- 1 819 821-8000 ext. 75443
- Department of Biochemistry
Faculty of Medicine & Health Sciences
Université de Sherbrooke
3201 Jean Mignault Street
Although meiosis is a well-known source of genetic instability and diversity, our research activities over the past 15 years have focused on the haploid spermatids. Spermatids undergo a striking change in chromatin structure and our working hypothesis is that this important transition represents a major source of genetic instability that has probably been overlooked by reproductive biologists. We have shown that elongating spermatids display transient DNA double-strand breaks (DSBs) that are part of the developmental program of these cells. As these endogenous breaks cannot be repaired by homologous recombination but by an error-prone end-joining process, we hypothesize that the chromatin-remodeling steps in spermatids is intrinsically mutagenic. Our goal is to determine the origin of the transient DSBs, their genome-wide distribution, their mutagenic potential and the DNA repair mechanism involved. Our initial genome-wide screening of DSBs hotspots suggest that neurodevelopmental genes as being preferentially targeted pointing to the possible etiology of the male transmission of cognitive disorders.
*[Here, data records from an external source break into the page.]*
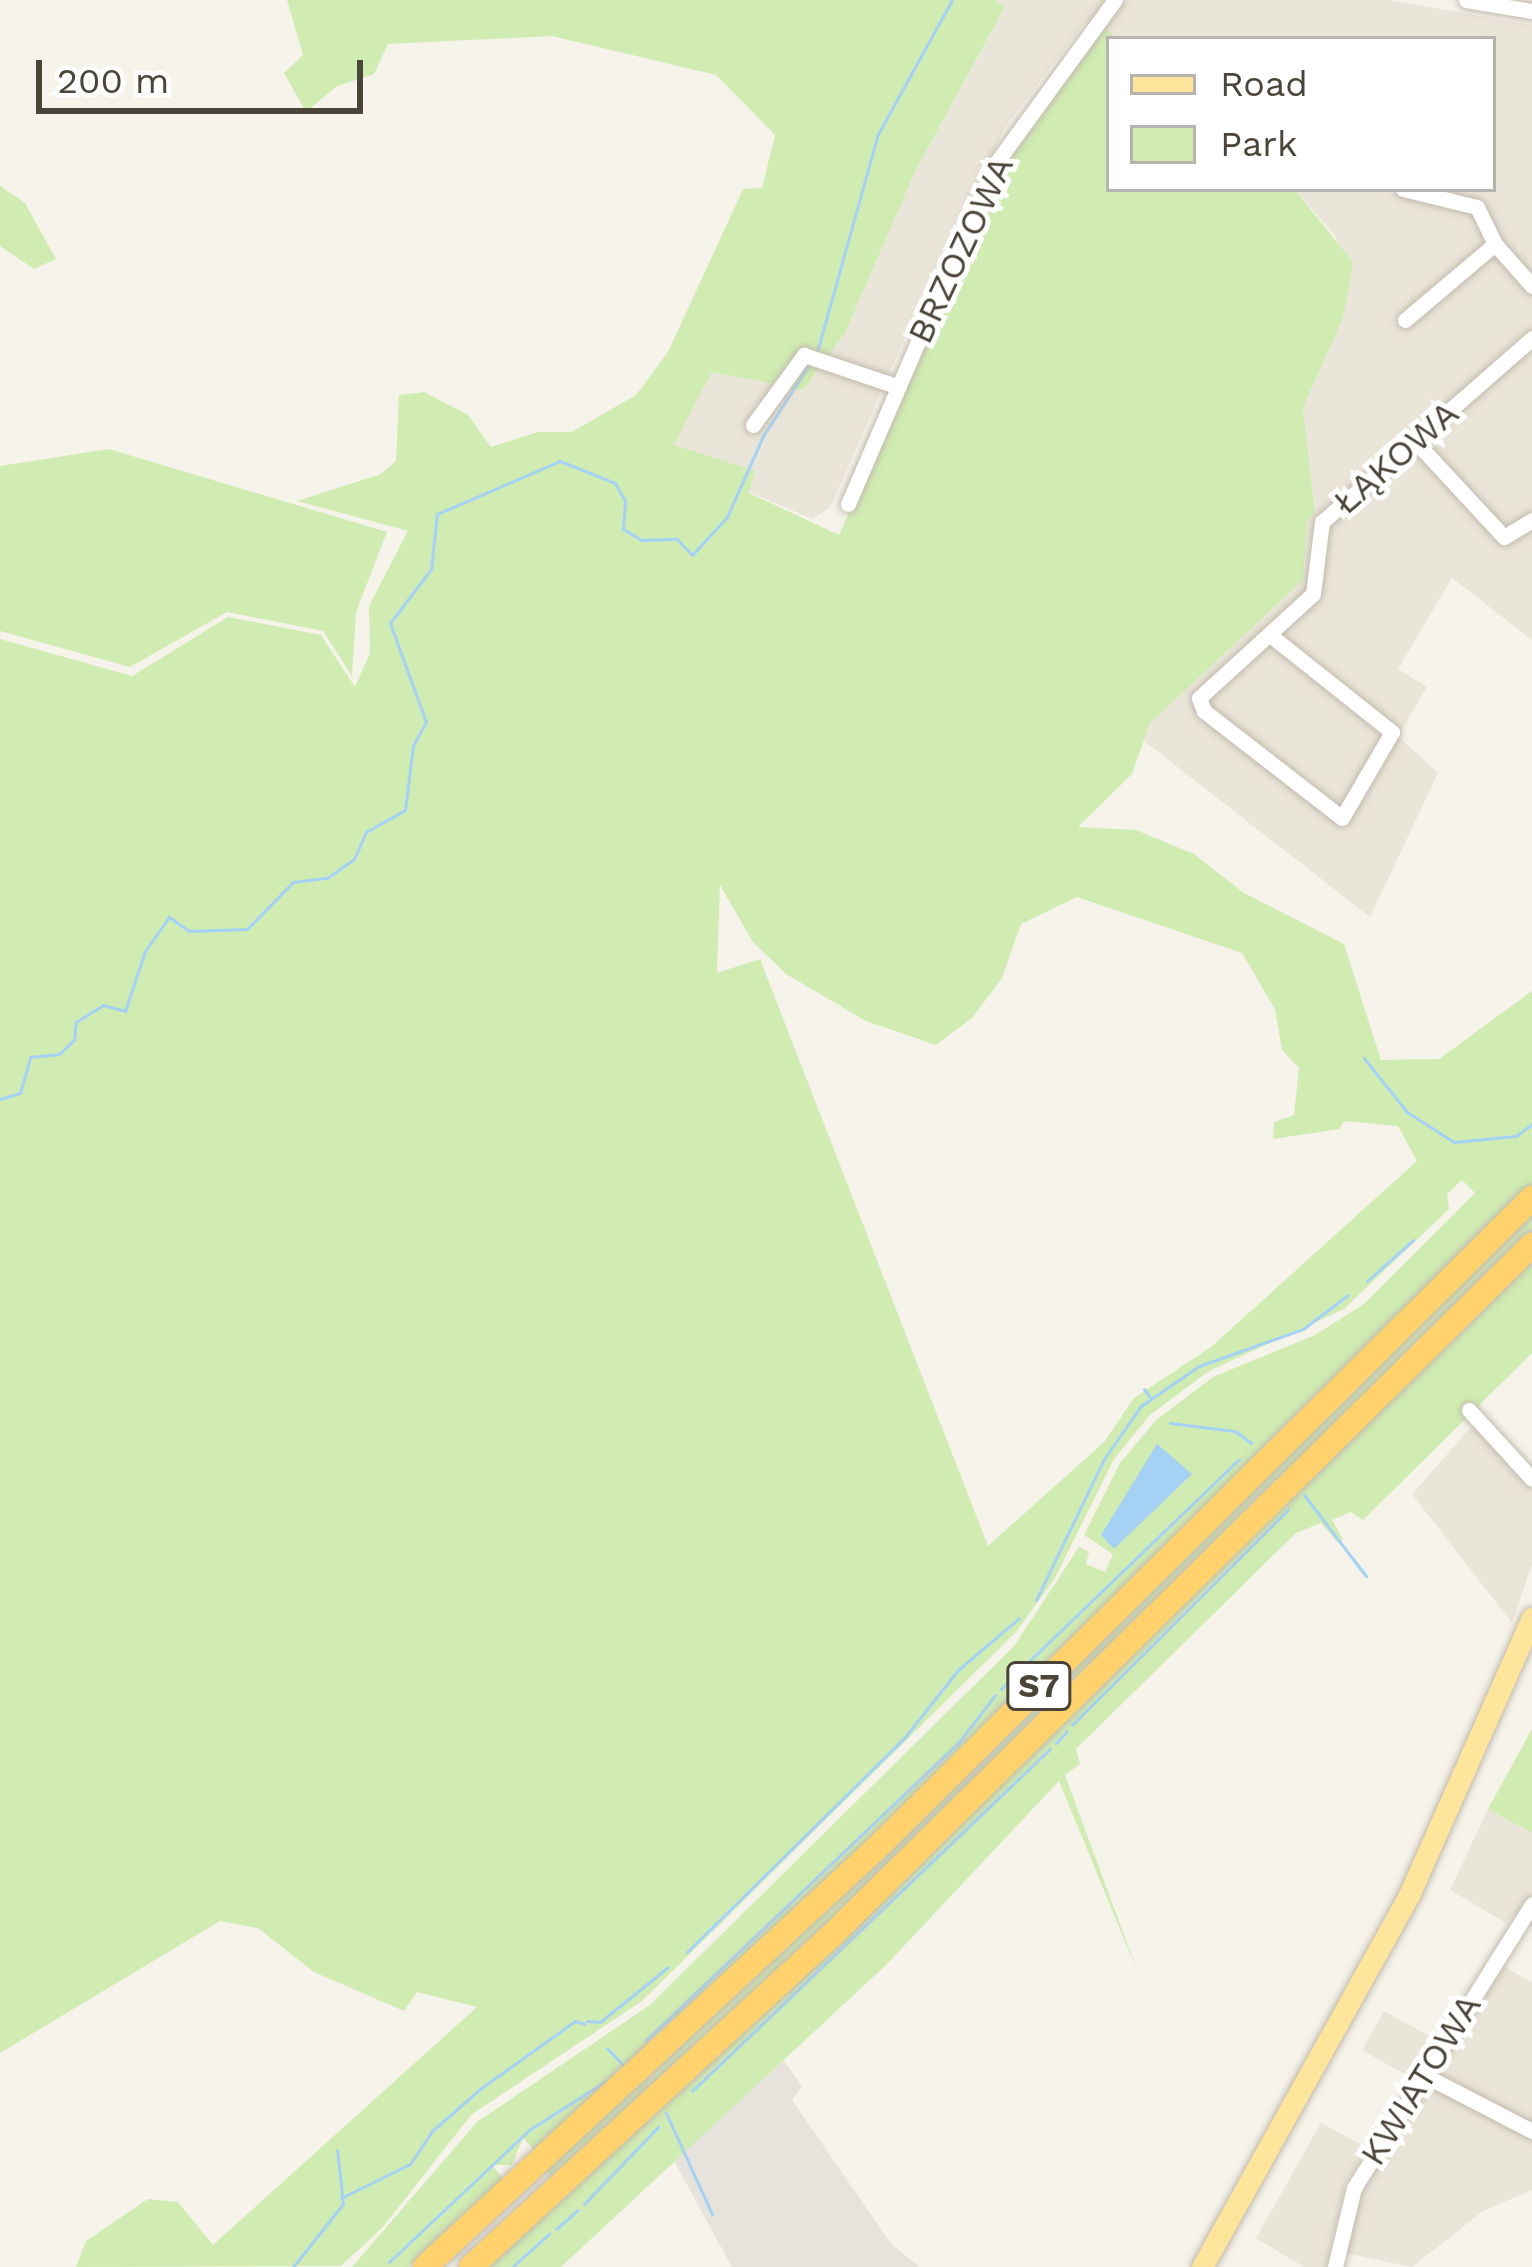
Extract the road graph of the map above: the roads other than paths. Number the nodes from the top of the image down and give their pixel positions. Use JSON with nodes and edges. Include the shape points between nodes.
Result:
{"nodes":[{"id":1,"x":1115,"y":0,"type":"edge"},
{"id":2,"x":1466,"y":0,"type":"edge"},
{"id":3,"x":1532,"y":11,"type":"edge"},
{"id":4,"x":1416,"y":192,"type":"edge"},
{"id":5,"x":1495,"y":244,"type":"junction"},
{"id":6,"x":1532,"y":286,"type":"edge"},
{"id":7,"x":1405,"y":320,"type":"dead end"},
{"id":8,"x":1532,"y":338,"type":"edge"},
{"id":9,"x":898,"y":387,"type":"junction"},
{"id":10,"x":753,"y":425,"type":"dead end"},
{"id":11,"x":1415,"y":441,"type":"junction"},
{"id":12,"x":848,"y":504,"type":"dead end"},
{"id":13,"x":1532,"y":520,"type":"edge"},
{"id":14,"x":1270,"y":635,"type":"junction"},
{"id":15,"x":1532,"y":1198,"type":"edge"},
{"id":16,"x":1532,"y":1245,"type":"edge"},
{"id":17,"x":1469,"y":1410,"type":"dead end"},
{"id":18,"x":1532,"y":1479,"type":"edge"},
{"id":19,"x":1532,"y":1618,"type":"edge"},
{"id":20,"x":1532,"y":1904,"type":"edge"},
{"id":21,"x":1424,"y":2075,"type":"junction"},
{"id":22,"x":1532,"y":2131,"type":"edge"},
{"id":23,"x":425,"y":2267,"type":"edge"},
{"id":24,"x":471,"y":2267,"type":"edge"},
{"id":25,"x":1202,"y":2267,"type":"edge"},
{"id":26,"x":1335,"y":2267,"type":"edge"}],
"edges":[{"from":1,"to":9,"type":"street","name":"BRZOZOWA","via":[[993,167]]},
{"from":2,"to":3,"type":"street"},
{"from":4,"to":5,"type":"street","via":[[1477,206]]},
{"from":5,"to":6,"type":"street"},
{"from":5,"to":7,"type":"street"},
{"from":8,"to":11,"type":"street","name":"ŁĄKOWA"},
{"from":9,"to":10,"type":"street","name":"BRZOZOWA","via":[[804,355]]},
{"from":9,"to":12,"type":"street","name":"BRZOZOWA"},
{"from":11,"to":13,"type":"street","via":[[1504,537]]},
{"from":11,"to":14,"type":"street","name":"ŁĄKOWA","via":[[1322,521],[1313,595]]},
{"from":14,"to":14,"type":"street","name":"ŁĄKOWA","via":[[1393,732],[1342,818],[1204,711],[1199,698]]},
{"from":15,"to":23,"type":"highway","number":"S7","via":[[884,1841]]},
{"from":16,"to":24,"type":"highway","number":"S7","via":[[830,1937]]},
{"from":17,"to":18,"type":"street"},
{"from":19,"to":25,"type":"main road","via":[[1410,1893]]},
{"from":20,"to":21,"type":"street","name":"KWIATOWA"},
{"from":21,"to":22,"type":"street"},
{"from":21,"to":26,"type":"street","name":"KWIATOWA","via":[[1354,2188]]}]}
Histone hyperacetylation is apparently necessary for the formation of DSBs and the nuclear addressing of mitochondrial carnitine acetyltransferase may impact the pool of nuclear acetyl- CoA. We have established that the post-meiotic DSBs are also observed in yeast pointing to the striking conservation of the process and providing a simplified eukaryotic model to investigate its mechanism and impact on the genetic landscape. We hope that this research program will confirm that this sensitive chromatin transition adds up to meiosis as a crucial determinant of genetic diversity with important consequences for evolution.